Nessa direção, a presente resenha do livro de Rocker tem o objetivo de, por um lado, refletir sobre a origem teórica dos conselhos, demonstrando a sua estreita proximidade com a tendência anarquista que se desenvolve no seio da Primeira Internacional e, por outro, analisar o desenvolvimento prático dos conselhos durante a Revolução Russa de 1917, sublinhando a sua eventual incompatibilidade com ditadura do proletariado implantada pelo partido bolchevique após a tomada do poder por Lênin e seus seguidores.

Ao traçar a genealogia da idéia de conselhos, Rocker remonta até a longínqua década de 60 do século XIX, período onde aparece, como já sabemos, a Associação Internacional dos Trabalhadores.

Para o nosso autor, foi com o surgimento e transformação da Internacional que o movimento operário europeu começou a se preparar para “despojar os últimos restos do radicalismo burguês e voar com as suas próprias asas” (p.78).

Portanto, na medida em que a Internacional tomava consciência de si mesma, a idéia dos conselhos operários ia ganhando contornos cada vez mais nítidos entre seus aderentes. De congresso em congresso, essa idéia aparecia aqui e acolá.

Mas, sem sombra de dúvidas, ela só foi precisada e desenvolvida com a clareza que lhe era necessária no Congresso da Basiléia, no ano de 1869.

De acordo com Rocker, foi no congresso em questão que o anarquista belga Eugins Hins teria discutido pela primeira vez as tarefas presentes e futuras das organizações sindicais no que concerne a realização do socialismo.

Em sua moção, Hins sustentava que da organização surgida para a defesa do trabalho contra o capital, nascerá “a administração política das comunas”, onde “os conselhos das organizações de ofícios e indústrias substituirão o governo atual e a representação do trabalho substituirá de uma vez por todas os velhos sistemas políticos do passado”. (p.80)

Segundo Rocker, tal premissa teria surgido da compreensão de que existe uma íntima relação entre os fatores econômicos e políticos que compõem a vida social.

Como acreditava que, com a vinda do socialismo, a era da exploração do homem pelo homem teria findado, a dominação do homem pelo homem também deveria sê-lo.

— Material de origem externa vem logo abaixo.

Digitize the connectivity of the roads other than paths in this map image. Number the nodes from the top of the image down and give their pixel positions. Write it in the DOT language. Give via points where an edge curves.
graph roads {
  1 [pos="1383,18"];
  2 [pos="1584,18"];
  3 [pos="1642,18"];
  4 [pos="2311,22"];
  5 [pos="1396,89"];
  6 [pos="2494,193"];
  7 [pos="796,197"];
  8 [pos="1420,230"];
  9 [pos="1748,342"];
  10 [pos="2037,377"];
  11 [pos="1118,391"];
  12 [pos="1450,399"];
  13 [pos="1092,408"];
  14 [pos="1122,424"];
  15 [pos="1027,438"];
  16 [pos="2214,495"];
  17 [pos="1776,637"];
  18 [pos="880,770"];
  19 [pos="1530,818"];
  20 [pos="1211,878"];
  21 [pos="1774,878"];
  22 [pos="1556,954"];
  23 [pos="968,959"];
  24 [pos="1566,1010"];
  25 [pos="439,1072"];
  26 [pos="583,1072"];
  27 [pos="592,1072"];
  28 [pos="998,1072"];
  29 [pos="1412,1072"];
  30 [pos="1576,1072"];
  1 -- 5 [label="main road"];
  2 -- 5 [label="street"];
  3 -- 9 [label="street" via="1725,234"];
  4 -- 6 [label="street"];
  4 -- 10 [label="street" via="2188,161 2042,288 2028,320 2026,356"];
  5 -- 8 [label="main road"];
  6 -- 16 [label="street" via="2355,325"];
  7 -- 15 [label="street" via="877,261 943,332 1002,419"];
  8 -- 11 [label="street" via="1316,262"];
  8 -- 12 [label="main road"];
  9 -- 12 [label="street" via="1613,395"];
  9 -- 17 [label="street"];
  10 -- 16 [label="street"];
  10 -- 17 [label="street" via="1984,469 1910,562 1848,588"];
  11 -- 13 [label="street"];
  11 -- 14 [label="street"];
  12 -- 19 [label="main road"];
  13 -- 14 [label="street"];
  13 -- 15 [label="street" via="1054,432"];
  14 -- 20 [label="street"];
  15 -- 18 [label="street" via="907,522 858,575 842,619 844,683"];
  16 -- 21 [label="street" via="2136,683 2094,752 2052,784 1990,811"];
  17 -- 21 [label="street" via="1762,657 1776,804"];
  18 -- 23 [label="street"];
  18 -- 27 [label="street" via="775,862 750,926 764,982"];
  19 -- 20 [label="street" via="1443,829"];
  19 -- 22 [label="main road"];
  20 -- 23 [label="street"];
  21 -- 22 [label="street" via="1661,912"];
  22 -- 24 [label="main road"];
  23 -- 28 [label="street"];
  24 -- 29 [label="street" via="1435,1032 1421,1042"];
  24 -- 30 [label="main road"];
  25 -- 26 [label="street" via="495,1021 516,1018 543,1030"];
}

Logo, a materialização da sociedade socialista demandaria não apenas de uma nova forma de expressão econômica, mas, também e, sobretudo, de uma nova forma de expressão política, pois, ela só seria realizável no âmbito desta última.

“Essa nova forma”, pensava ele, “poderia ser encontrada no sistema de conselhos”(p.80).

Como estavam cônscios de que a sua tarefa era se apoderar dos meios de produção econômica, acreditavam não ter necessidade de organizar um partido político e tomar o poder do Estado, mesmo que este último tivesse o nome de proletário.

Para Rocker, o adágio sainti-simoniano de que o governo dos homens deveria dar lugar à administração das coisas era a pedra de toque identitária da filosofia dos internacionalistas.

Todavia, apenas as seções espanhola, italiana e francesa, que se encontravam sob a influência das idéias de Bakunin é que aderiram e, portanto, defenderam a proposta conselhista.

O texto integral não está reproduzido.